Sobre as cenas de ação, a ausência de uma violência mais gráfica se torna outro defeito. Claro que o filme tem aquela classificação que quase sempre mata as intenções do diretor, a PG-13, então nada muito vermelho jorra na tela, apesar dos golpes de espada, clava e outros objetos contundentes. Se ninguém sangra de forma convincente, fica difícil sentir que os heróis correm algum perigo, mesmo que cada um deles esteja enfrentando, isoladamente, dezenas de guerreiros enlouquecidos – mais um exagero – o que também prejudica a verossimilhança.
Ficam no ar duas perguntas: Os roteiristas Ryan Condal e Evan Spiliotopoulos são parentes de algum figurão da Paramunt ou da MGM, responsáveis pela produção? Não é possível que alguém tenha lido isso e se entusiasmado, pois a única boa sacada veio da HQ. A outra é se realmente Brett Ratner fez alguma coisa ali na função de cineasta, já que mesmo não tendo uma carreira lá muito aclamada, ele tem filmes muito melhores no currículo – Dragão Vermelho, por exemplo. É realmente uma pena que a fotografia do competente Dante Spinotti, do já clássico Los Angeles – Cidade Proibida, seja desperdiçada numa produção como essa.

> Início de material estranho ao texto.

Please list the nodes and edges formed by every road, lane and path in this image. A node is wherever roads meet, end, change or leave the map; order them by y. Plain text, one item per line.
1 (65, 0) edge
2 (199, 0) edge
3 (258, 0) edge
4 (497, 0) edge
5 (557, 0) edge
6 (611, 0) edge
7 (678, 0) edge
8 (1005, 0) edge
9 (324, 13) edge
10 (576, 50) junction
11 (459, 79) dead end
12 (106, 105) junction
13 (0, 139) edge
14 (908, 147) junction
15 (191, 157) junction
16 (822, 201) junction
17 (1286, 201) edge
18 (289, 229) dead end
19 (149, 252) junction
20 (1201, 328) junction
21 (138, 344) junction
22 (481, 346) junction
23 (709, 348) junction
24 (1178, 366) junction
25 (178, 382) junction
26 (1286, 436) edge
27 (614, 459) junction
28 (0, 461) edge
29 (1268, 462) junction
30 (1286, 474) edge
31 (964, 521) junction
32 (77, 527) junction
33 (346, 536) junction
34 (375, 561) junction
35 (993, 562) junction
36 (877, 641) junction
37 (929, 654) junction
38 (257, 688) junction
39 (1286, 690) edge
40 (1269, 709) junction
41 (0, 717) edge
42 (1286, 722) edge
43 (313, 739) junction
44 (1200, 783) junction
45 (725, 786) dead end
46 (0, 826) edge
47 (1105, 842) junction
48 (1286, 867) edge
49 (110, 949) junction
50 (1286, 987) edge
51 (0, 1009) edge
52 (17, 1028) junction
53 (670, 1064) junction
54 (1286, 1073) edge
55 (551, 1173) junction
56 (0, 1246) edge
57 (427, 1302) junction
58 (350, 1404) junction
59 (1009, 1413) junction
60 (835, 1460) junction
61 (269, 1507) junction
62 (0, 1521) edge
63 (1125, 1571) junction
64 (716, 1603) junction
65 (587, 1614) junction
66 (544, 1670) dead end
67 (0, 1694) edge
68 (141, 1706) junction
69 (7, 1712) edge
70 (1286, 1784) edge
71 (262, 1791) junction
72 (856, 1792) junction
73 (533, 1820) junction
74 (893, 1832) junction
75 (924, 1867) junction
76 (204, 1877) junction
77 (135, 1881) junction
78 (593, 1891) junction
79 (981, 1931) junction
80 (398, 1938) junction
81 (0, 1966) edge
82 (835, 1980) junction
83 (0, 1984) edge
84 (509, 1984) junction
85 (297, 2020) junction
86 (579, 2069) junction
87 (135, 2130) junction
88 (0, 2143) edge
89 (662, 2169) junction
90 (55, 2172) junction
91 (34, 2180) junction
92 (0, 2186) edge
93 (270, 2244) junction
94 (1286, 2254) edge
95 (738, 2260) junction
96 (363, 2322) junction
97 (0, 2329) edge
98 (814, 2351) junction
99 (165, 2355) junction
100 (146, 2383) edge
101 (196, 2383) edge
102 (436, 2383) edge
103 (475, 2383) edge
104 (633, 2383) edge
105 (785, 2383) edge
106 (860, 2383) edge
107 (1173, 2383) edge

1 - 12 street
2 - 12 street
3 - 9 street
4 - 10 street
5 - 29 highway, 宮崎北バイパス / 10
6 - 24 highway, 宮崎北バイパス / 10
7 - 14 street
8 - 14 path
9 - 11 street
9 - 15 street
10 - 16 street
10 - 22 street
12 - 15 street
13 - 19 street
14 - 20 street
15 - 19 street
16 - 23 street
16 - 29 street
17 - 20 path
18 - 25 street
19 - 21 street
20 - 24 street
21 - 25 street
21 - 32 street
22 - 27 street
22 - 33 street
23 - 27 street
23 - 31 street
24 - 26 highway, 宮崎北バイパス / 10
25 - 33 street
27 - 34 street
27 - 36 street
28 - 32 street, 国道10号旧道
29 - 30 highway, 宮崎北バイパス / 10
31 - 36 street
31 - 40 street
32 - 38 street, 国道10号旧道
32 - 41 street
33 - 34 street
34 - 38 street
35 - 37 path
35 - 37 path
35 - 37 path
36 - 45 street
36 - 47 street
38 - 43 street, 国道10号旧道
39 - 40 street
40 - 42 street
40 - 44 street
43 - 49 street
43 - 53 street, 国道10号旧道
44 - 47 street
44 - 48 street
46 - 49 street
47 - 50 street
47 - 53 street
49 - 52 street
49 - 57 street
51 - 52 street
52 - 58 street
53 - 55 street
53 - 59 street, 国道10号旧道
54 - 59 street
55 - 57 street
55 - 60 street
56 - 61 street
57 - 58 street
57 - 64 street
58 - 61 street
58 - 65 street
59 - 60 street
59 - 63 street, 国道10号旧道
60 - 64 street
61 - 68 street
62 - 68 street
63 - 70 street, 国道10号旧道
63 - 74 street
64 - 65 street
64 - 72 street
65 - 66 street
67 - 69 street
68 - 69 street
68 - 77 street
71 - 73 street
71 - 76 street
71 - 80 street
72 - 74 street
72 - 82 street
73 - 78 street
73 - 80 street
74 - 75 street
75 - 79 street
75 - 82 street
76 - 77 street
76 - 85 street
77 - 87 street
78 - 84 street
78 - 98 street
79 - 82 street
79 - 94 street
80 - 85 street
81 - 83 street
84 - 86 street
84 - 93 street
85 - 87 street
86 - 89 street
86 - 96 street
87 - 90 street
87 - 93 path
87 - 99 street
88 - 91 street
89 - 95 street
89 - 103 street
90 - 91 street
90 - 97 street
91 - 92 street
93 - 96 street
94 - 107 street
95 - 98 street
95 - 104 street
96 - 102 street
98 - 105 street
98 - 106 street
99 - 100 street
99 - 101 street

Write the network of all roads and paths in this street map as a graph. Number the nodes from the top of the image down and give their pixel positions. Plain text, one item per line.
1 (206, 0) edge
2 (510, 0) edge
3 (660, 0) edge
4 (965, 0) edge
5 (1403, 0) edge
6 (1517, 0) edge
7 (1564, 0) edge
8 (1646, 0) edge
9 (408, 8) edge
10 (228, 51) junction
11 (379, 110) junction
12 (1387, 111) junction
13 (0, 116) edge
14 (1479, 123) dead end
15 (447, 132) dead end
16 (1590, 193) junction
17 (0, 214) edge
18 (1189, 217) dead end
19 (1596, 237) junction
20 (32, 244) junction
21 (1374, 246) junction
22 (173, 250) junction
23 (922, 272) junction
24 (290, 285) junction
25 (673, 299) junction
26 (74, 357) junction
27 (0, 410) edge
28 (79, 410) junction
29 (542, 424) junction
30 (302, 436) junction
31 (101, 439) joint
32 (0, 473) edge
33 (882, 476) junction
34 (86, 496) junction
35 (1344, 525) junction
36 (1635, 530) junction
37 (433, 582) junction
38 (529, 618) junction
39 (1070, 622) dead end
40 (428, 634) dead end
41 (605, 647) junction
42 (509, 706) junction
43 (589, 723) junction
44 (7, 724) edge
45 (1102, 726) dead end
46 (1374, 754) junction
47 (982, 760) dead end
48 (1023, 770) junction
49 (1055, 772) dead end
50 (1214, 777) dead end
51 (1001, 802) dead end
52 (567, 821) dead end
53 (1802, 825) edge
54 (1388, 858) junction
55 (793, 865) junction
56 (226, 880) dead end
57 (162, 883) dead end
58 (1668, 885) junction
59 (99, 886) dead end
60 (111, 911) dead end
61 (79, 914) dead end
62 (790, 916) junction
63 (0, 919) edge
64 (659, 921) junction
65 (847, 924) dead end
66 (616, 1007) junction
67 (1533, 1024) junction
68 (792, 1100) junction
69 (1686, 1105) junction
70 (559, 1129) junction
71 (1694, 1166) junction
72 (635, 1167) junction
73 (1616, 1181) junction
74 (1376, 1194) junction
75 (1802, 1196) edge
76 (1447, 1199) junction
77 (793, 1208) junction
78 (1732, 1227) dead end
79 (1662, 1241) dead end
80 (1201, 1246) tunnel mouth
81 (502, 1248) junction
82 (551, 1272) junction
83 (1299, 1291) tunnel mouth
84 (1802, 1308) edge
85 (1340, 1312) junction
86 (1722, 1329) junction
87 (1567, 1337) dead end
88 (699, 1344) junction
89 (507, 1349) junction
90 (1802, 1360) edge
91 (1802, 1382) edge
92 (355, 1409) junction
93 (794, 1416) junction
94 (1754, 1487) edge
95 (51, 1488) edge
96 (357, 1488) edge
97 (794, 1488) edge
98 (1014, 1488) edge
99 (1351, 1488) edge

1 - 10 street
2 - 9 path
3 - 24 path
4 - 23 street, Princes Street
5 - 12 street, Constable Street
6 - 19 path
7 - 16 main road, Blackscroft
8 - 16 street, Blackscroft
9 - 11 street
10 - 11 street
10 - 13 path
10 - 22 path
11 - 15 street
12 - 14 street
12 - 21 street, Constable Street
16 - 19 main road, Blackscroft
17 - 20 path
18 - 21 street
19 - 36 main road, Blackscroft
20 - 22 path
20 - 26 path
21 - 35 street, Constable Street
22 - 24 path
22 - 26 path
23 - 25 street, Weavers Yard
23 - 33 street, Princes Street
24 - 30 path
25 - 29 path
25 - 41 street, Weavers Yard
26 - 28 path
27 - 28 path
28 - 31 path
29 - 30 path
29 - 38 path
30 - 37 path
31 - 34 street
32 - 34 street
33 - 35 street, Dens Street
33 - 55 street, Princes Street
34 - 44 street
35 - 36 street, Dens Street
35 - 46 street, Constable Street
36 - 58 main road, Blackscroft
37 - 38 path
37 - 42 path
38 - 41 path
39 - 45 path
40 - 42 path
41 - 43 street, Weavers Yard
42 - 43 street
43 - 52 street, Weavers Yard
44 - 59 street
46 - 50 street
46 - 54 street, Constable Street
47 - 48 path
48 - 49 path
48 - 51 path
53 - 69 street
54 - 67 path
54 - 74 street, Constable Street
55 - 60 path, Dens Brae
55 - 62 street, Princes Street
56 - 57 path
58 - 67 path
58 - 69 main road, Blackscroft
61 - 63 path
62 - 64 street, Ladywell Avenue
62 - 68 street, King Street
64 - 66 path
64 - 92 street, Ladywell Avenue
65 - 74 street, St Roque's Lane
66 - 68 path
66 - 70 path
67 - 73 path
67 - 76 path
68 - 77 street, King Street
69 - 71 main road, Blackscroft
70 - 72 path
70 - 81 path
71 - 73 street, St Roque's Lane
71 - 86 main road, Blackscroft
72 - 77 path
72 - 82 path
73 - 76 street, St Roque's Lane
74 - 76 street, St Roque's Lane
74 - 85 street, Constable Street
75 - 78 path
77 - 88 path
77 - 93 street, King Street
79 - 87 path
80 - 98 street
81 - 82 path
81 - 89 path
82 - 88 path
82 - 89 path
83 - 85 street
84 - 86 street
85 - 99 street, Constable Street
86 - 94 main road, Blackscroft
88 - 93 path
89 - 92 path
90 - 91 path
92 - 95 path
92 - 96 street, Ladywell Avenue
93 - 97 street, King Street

Se Steve Moore ainda estivesse entre nós, é provável teríamos um pouco mais de barulho sobre os bastidores desta adaptação. De qualquer forma, Alan Moore comprou a briga e fez sua parte, ainda que o público de cinema não dê muita bola para esse tipo de confusão. Um conselho: se a vontade de ver batalhas na Grécia antiga for muito grande, gaste seu tempo (re)assistindo a 300, pois é um filme muito melhor e mais honesto.